Self-directed investing app Stash has officially made its debut into the robo-advice space with the roll out of Smart Portfolios, designed for its five million users to access automated managed accounts for the first time.
Stash announced the launch via its website on Wednesday, providing users information on how the new tool works alongside explanations of investing terminology like what a risk profile is and how rebalancing a portfolio works.
Smart Portfolios doesn’t charge fees based on portfolio size, instead, users can access it as part of Stash’s tiered subscription plans, which range from $1 to $9 per month. Users with “growth” and “plus” subscription plans can start a robo-adviser account at a minimum of $5.
Smart Portfolios are managed by a team of financial professionals with decades of asset management experience, said Vinod Raman, vice president of product for investing at Stash. These professionals are also members of the Stash Investment Committee.
“Through the combination of their investment decisions and Stash’s proprietary portfolio management tools, we are able to create ‘smart mixes’ for customers,” Raman said in an email.
The launch of Smart Portfolios completes the fintech’s product offering for new investors, Raman said. Users can choose a more self-directed approach, investing in the specific companies and exchange traded funds they believe in, or opt-in for a fully-managed approach.
“From day one, Stash was built for long-term, diversified investing, not day trading,” Raman said. “It’s why we operate with just four trading windows, and do not offer options or margin trading.”

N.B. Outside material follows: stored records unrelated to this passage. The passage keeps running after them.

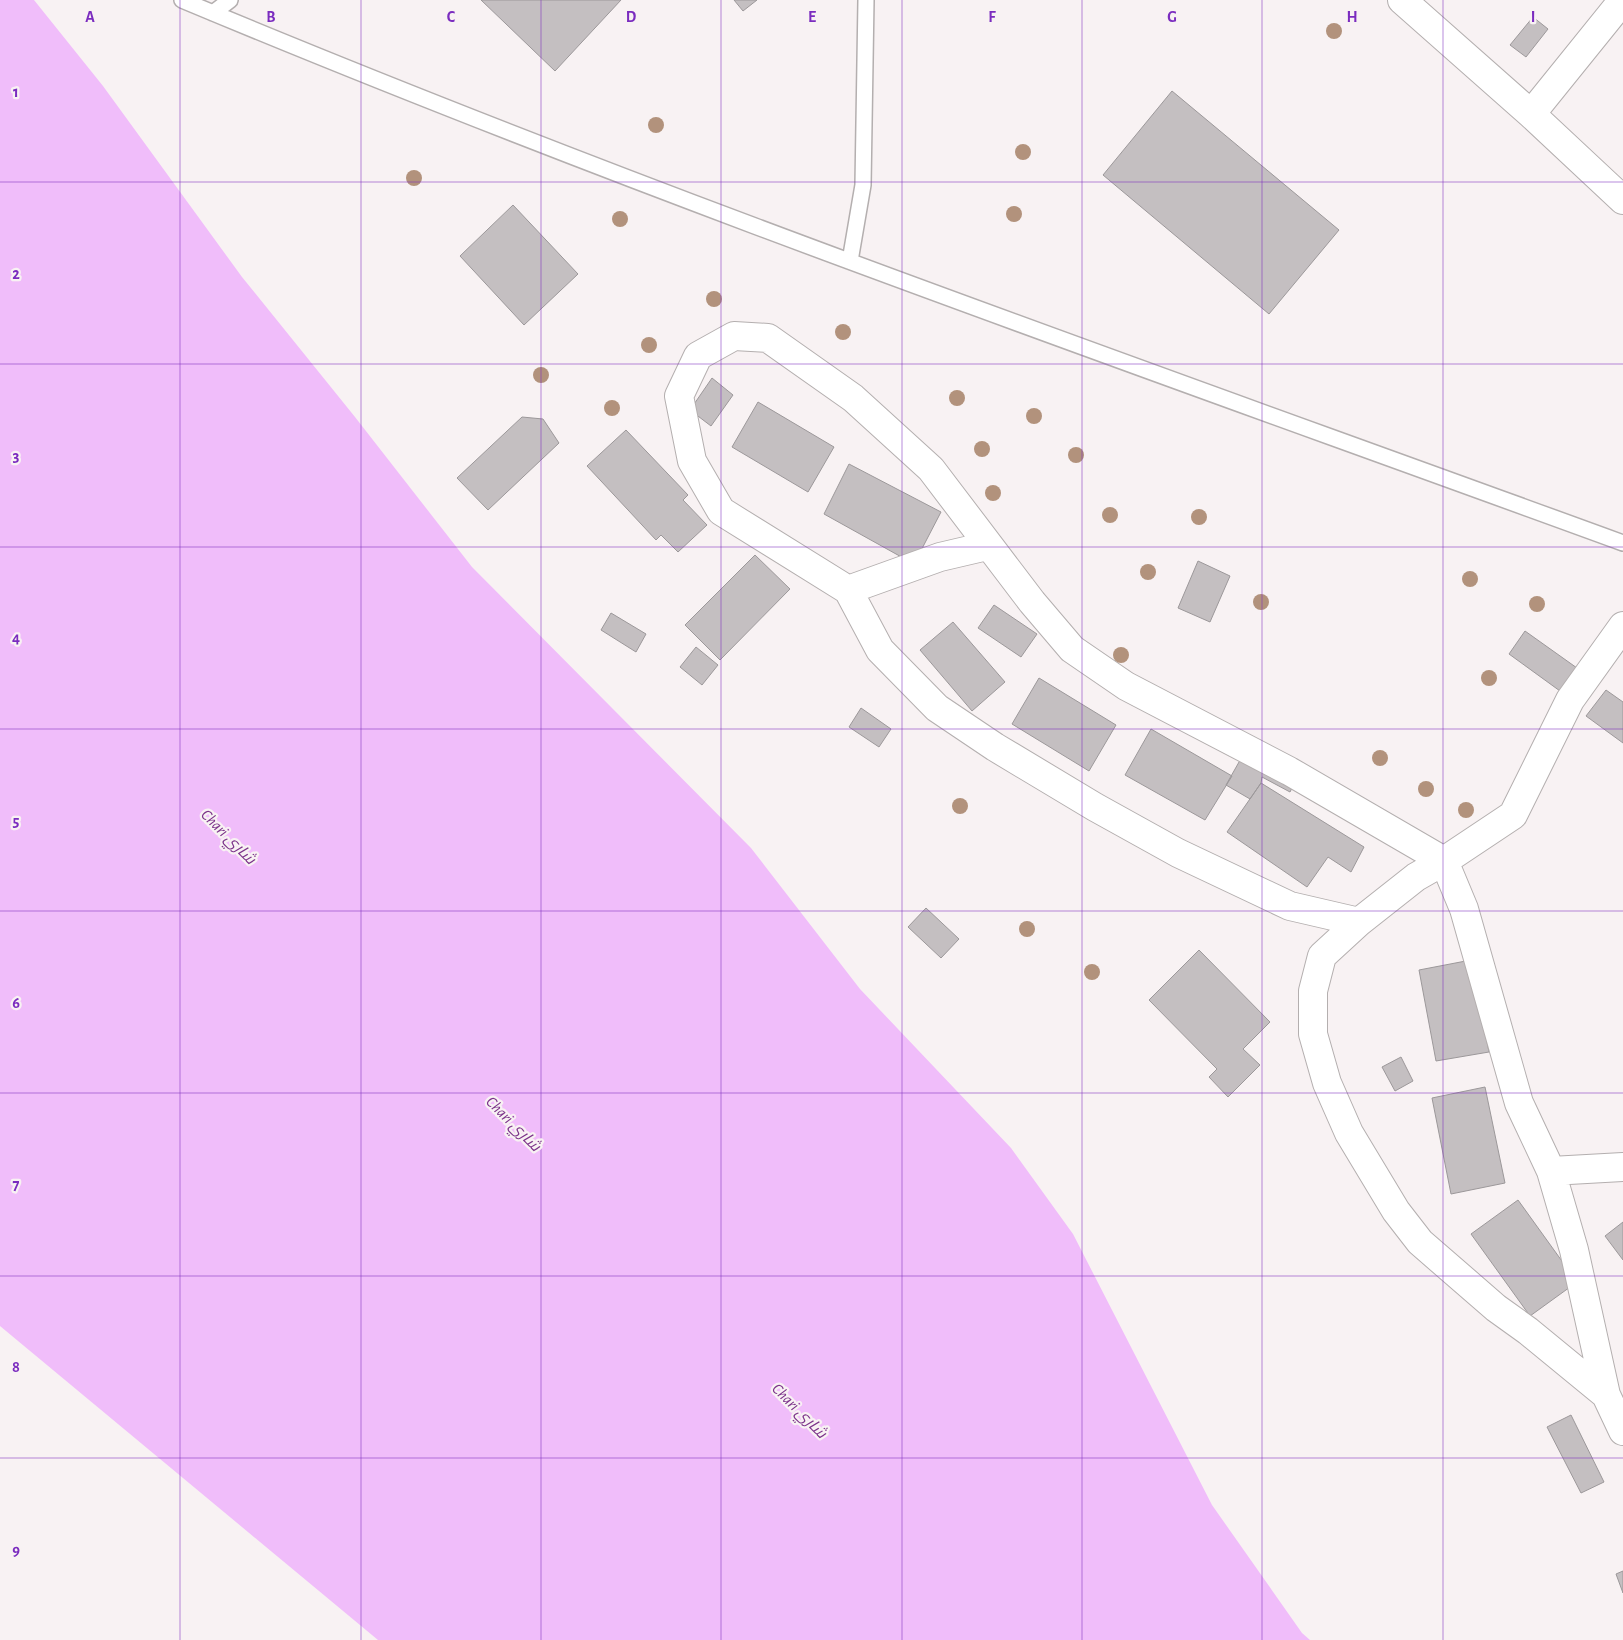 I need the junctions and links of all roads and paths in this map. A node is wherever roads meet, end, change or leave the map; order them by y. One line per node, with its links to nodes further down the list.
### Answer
1 (182, 0): 6 (lane)
2 (230, 0): 6 (lane)
3 (866, 0): 9 (lane)
4 (1402, 0): 7 (street)
5 (1623, 0): 7 (street)
6 (213, 13): 9 (lane)
7 (1531, 114): 8 (street)
8 (1623, 200)
9 (850, 261): 10 (lane)
10 (1623, 543)
11 (987, 546): 12 (street); 12 (street); 14 (street)
12 (848, 590): 15 (street)
13 (1623, 626): 14 (street)
14 (1444, 861): 15 (street); 17 (street)
15 (1359, 922): 18 (street)
16 (1623, 1168): 17 (street)
17 (1551, 1171): 18 (street)
18 (1606, 1395): 19 (street)
19 (1623, 1430)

Construction of diversified portfolios using risk profiling methodology is the antithesis of day trading, and it’s clear that Stash is not going down that road, said William Trout, Javelin Strategy’s head of wealth management.
If anything, the Stash approach has always steered clear of the transactional model. Over the past three years, for example, Stash has launched a number of loyalty-inducing programs, including Stock-Back rewards on debit-card purchases, which aims to help Stash users become investors in the companies whose products and services they consume.
“These initiatives underscore the extent to which Stash wants customer relationships that are sticky and focused more on the realization of long-term goals rather than the quick buck,” Trout said. “This is another way Stash can help its clients accrue wealth, one which helps Stash draw analytics on their behavior as they do so.”
Instead of relying on frequent trading to generate revenue, Stash’s best way to outpace the competition is to focus on building on their success of attracting new and young investors for the long-term, said David Goldstone, head of research for Backend Benchmarking.
“Stash differentiates itself by making investing approachable for first-time investors and by offering investing rewards with their debit card,” Goldstone said. “They do not currently have strong financial planning tools like Betterment or Wealthfront, but their younger client base may be more attracted by the budgeting tools Stash offers than focused on long-term planning.”
Smart Portfolios should be understood as an additional quiver in its arsenal of services, Trout said, as well as a move into the advice business, and not as an attempt to compete in the commoditized robo advisory space.
“It’s more a natural evolution of the Stash business model into the ‘one stop financial shop’ approach that SoFi and others have spearheaded.”
Stash manages $2.5 billion in assets, according to a company announcement. Smart Portfolio’s launch comes just a month after it raised $125 million in funding.